Interestingly, the data disclosed by the FDA was not sufficient to analyze the effects of sertraline (Zoloft), and citalopram (Celexa) and the authors were unable to fill the gap with data from pharmaceutical companies or the published literature. Results of the meta-analysis on the four other drugs fluoxetine (Prozac), venlafaxine (Effexor), nefazodone (Serzone), and paroxetine (Paxil) was presented.
The authors ran across other problems with the data. Sometimes discrepancies appeared between published versions of the data and those data provided by the FDA. In addition, they found that a pharmaceutical company would occasionally publish a trial more than once “with slight discrepancies in the data between publications.” When these discrepancies appeared the authors used the data submitted to the FDA.
The results of the meta-analysis found that the overall effect of these antidepressant medications was below recommended criteria for clinical significance. They also found that the clinically significant effect found for extremely depressed patients was due to a decrease in the response to placebo rather than an increase in the response to medication (see Figure 1 above).

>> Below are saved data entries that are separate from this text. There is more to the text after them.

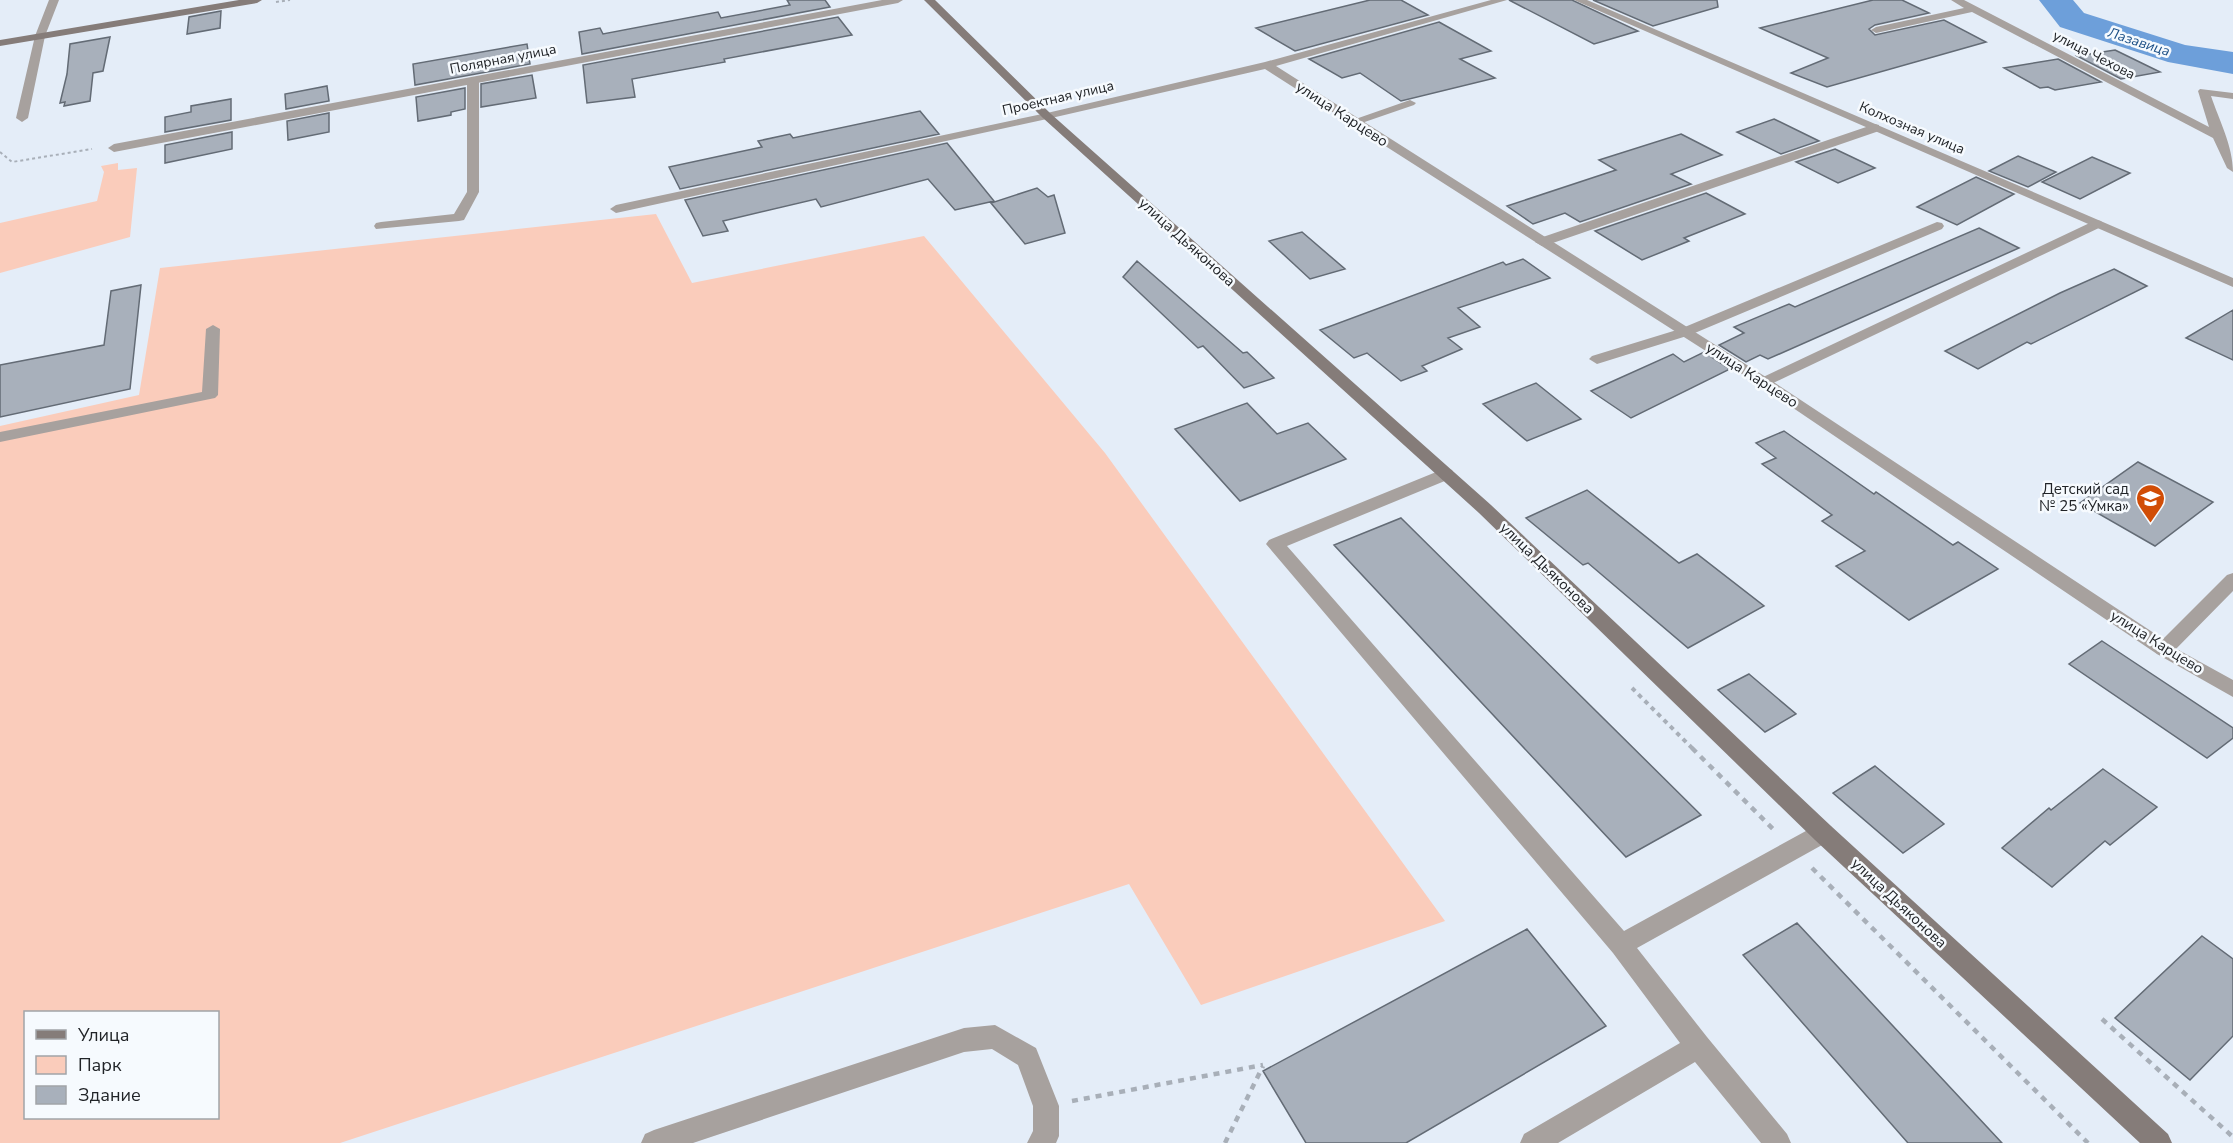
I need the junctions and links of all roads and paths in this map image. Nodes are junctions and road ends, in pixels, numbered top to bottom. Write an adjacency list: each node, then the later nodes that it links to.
1 (54, 0): 10 (street)
2 (257, 0): 10 (main road)
3 (898, 0): 13 (street, Полярная улица)
4 (929, 0): 16 (main road, улица Дьяконова)
5 (1502, 0): 12 (street, Проектная улица)
6 (1579, 0): 19 (street, Колхозная улица)
7 (1956, 0): 8 (street, улица Чехова)
8 (1974, 9): 9 (street); 20 (street, улица Чехова)
9 (1876, 30)
10 (40, 36): 11 (main road); 17 (street)
11 (0, 43)
12 (1267, 65): 16 (street, Проектная улица); 18 (street, улица Карцево)
13 (473, 80): 21 (street, Полярная улица); 26 (street)
14 (2233, 96): 20 (street)
15 (1410, 103): 18 (street)
16 (1047, 116): 24 (street, Проектная улица); 35 (main road, улица Дьяконова)
17 (22, 118)
18 (1353, 122): 28 (street, улица Карцево)
19 (1875, 128): 25 (street, Колхозная улица); 28 (street)
20 (2218, 136): 23 (street)
21 (114, 148): 22 (path)
22 (0, 152)
23 (2233, 168)
24 (616, 209)
25 (2096, 224): 29 (street, Колхозная улица); 33 (street)
26 (381, 226)
27 (1937, 226): 31 (street)
28 (1542, 242): 31 (street, улица Карцево)
29 (2233, 283)
30 (213, 329): 34 (street)
31 (1685, 332): 32 (street); 33 (street, улица Карцево)
32 (1597, 359)
33 (1764, 382): 37 (street, улица Карцево)
34 (0, 437)
35 (1446, 474): 40 (main road, улица Дьяконова); 42 (street)
36 (2233, 580): 37 (street)
37 (2164, 649): 39 (street, улица Карцево)
38 (1626, 683): 41 (path)
39 (2233, 689)
40 (1823, 833): 41 (street); 53 (main road, улица Дьяконова)
41 (1794, 850): 42 (street); 52 (path)
42 (1621, 945): 44 (street)
43 (2102, 1019): 46 (path)
44 (1698, 1046): 50 (street); 51 (street)
45 (1046, 1106): 47 (street); 48 (street); 49 (path)
46 (2233, 1137)
47 (654, 1143)
48 (1040, 1143)
49 (1225, 1143)
50 (1533, 1143)
51 (1778, 1143)
52 (2088, 1143)
53 (2159, 1143)

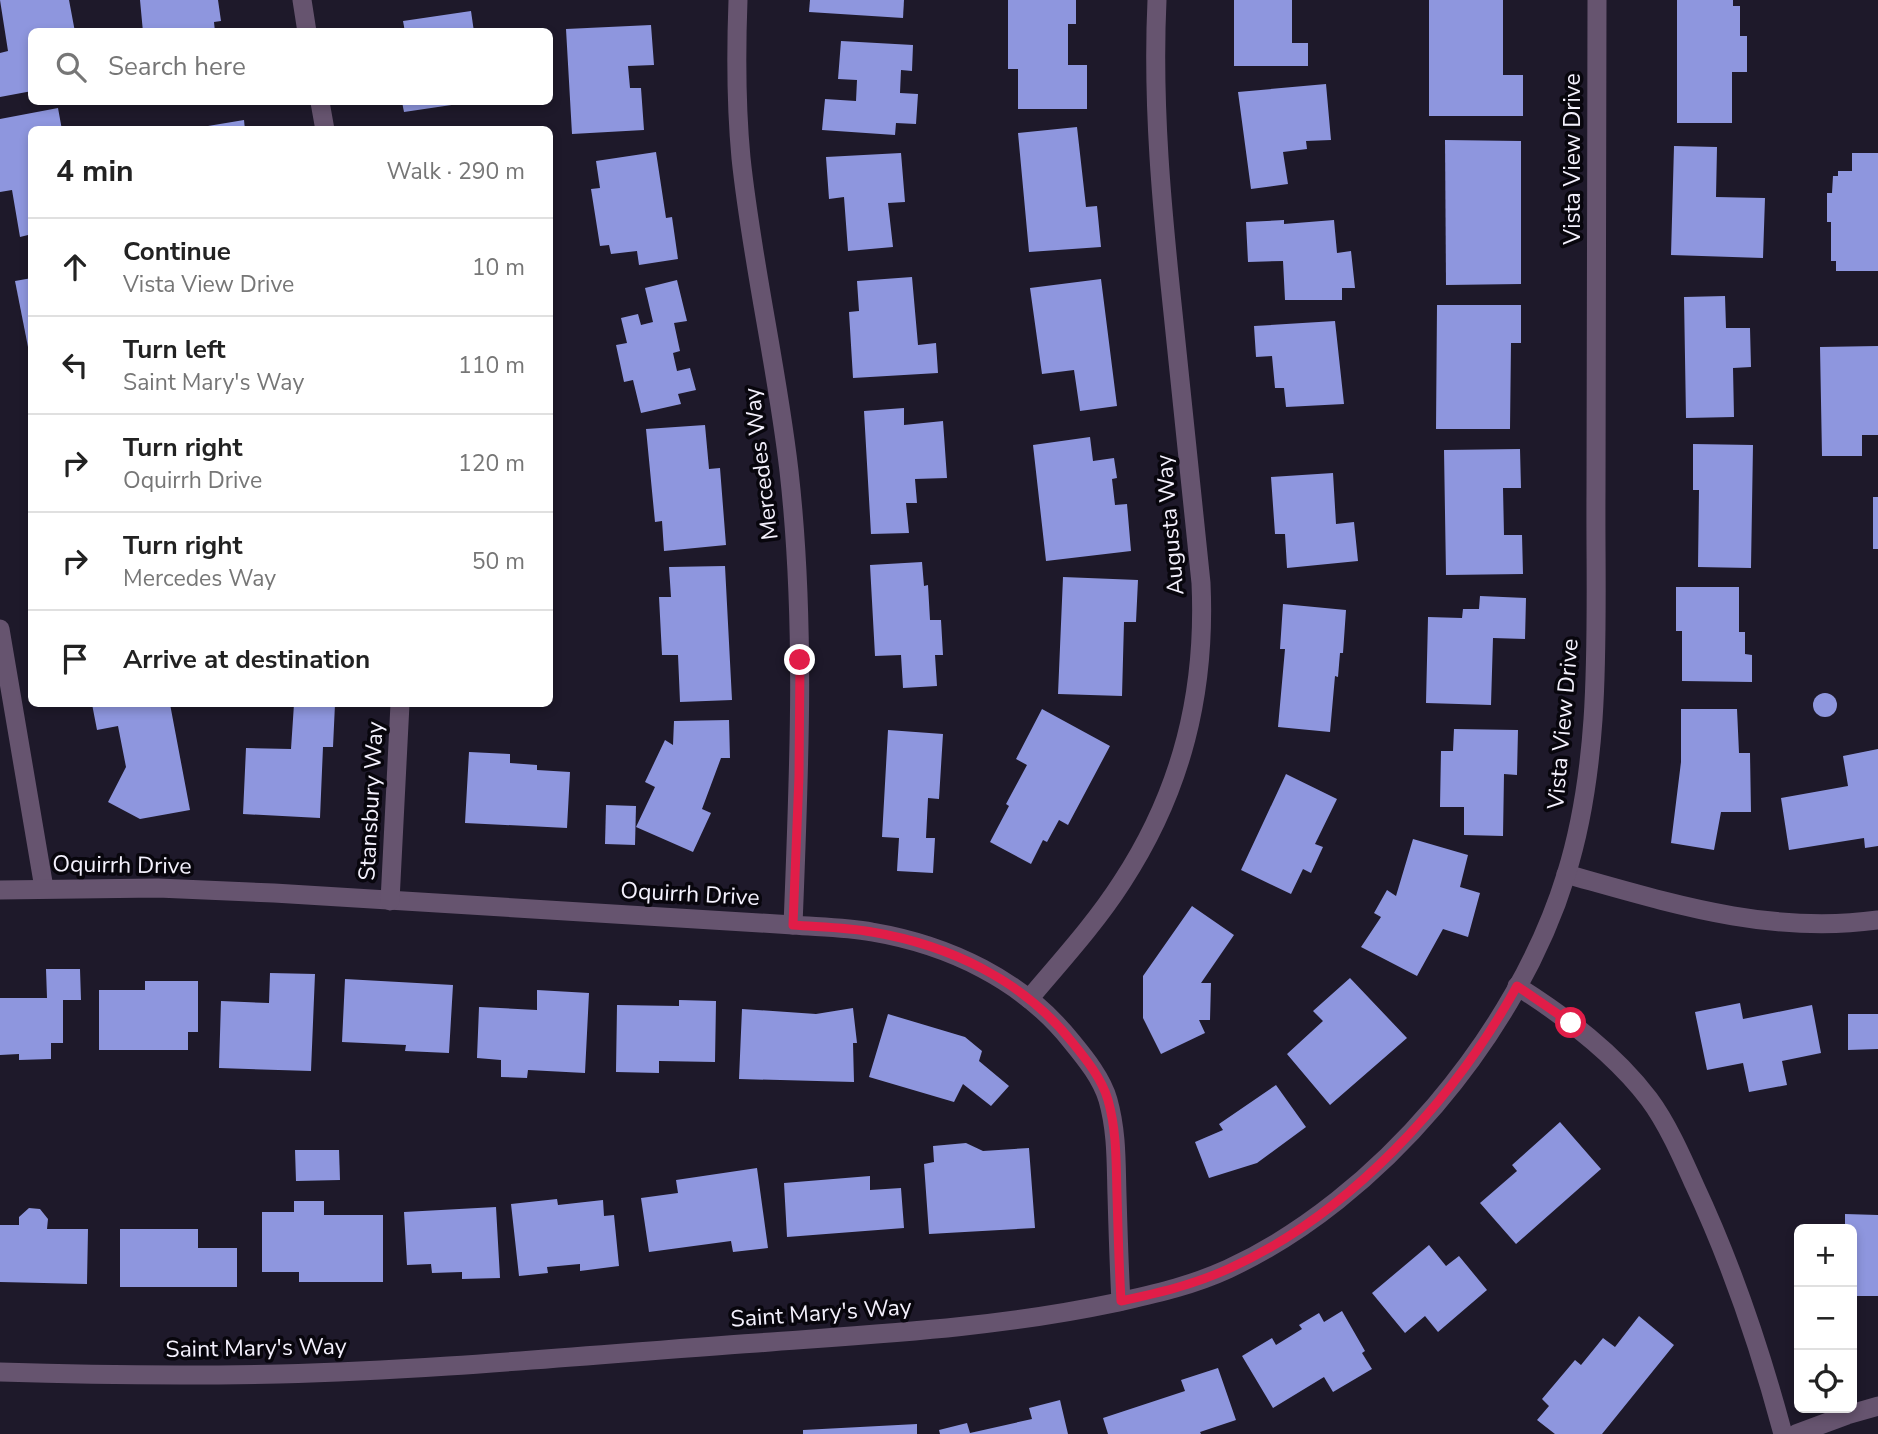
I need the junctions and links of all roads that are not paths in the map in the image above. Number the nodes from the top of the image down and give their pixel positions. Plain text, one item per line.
1 (302, 0) edge
2 (738, 0) edge
3 (1157, 0) edge
4 (1597, 0) edge
5 (306, 28) edge
6 (320, 105) edge
7 (323, 126) edge
8 (0, 629) edge
9 (400, 707) edge
10 (1566, 874) junction
11 (44, 888) junction
12 (0, 890) edge
13 (390, 901) junction
14 (1878, 920) edge
15 (793, 925) junction
16 (1517, 986) junction
17 (1029, 999) junction
18 (1121, 1301) junction
19 (0, 1372) edge
20 (1878, 1406) edge
21 (1783, 1434) edge
22 (1796, 1434) edge

1 - 5 street
2 - 15 street, Mercedes Way
3 - 17 street, Augusta Way
4 - 10 street, Vista View Drive
6 - 7 street
8 - 11 street
9 - 13 street, Stansbury Way
10 - 14 street
10 - 16 street, Vista View Drive
11 - 12 street, Oquirrh Drive
11 - 13 street, Oquirrh Drive
13 - 15 street, Oquirrh Drive
15 - 17 street, Oquirrh Drive
16 - 18 street, Saint Mary's Way
16 - 21 street
17 - 18 street, Oquirrh Drive
18 - 19 street, Saint Mary's Way
20 - 22 street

Clearly data should be readily available so that third parties may reanalyze data relevant to the health and well being of millions of people. More eyes and brains working on and reviewing data will help everyone to understand those data better. Our understanding of how many of the body’s processes work is incomplete at best and often provisional. This is especially the case with our understanding of the brain. Let’s speed our understanding by making clinical trial data publicly available. Everyone will benefit, including pharmaceutical companies.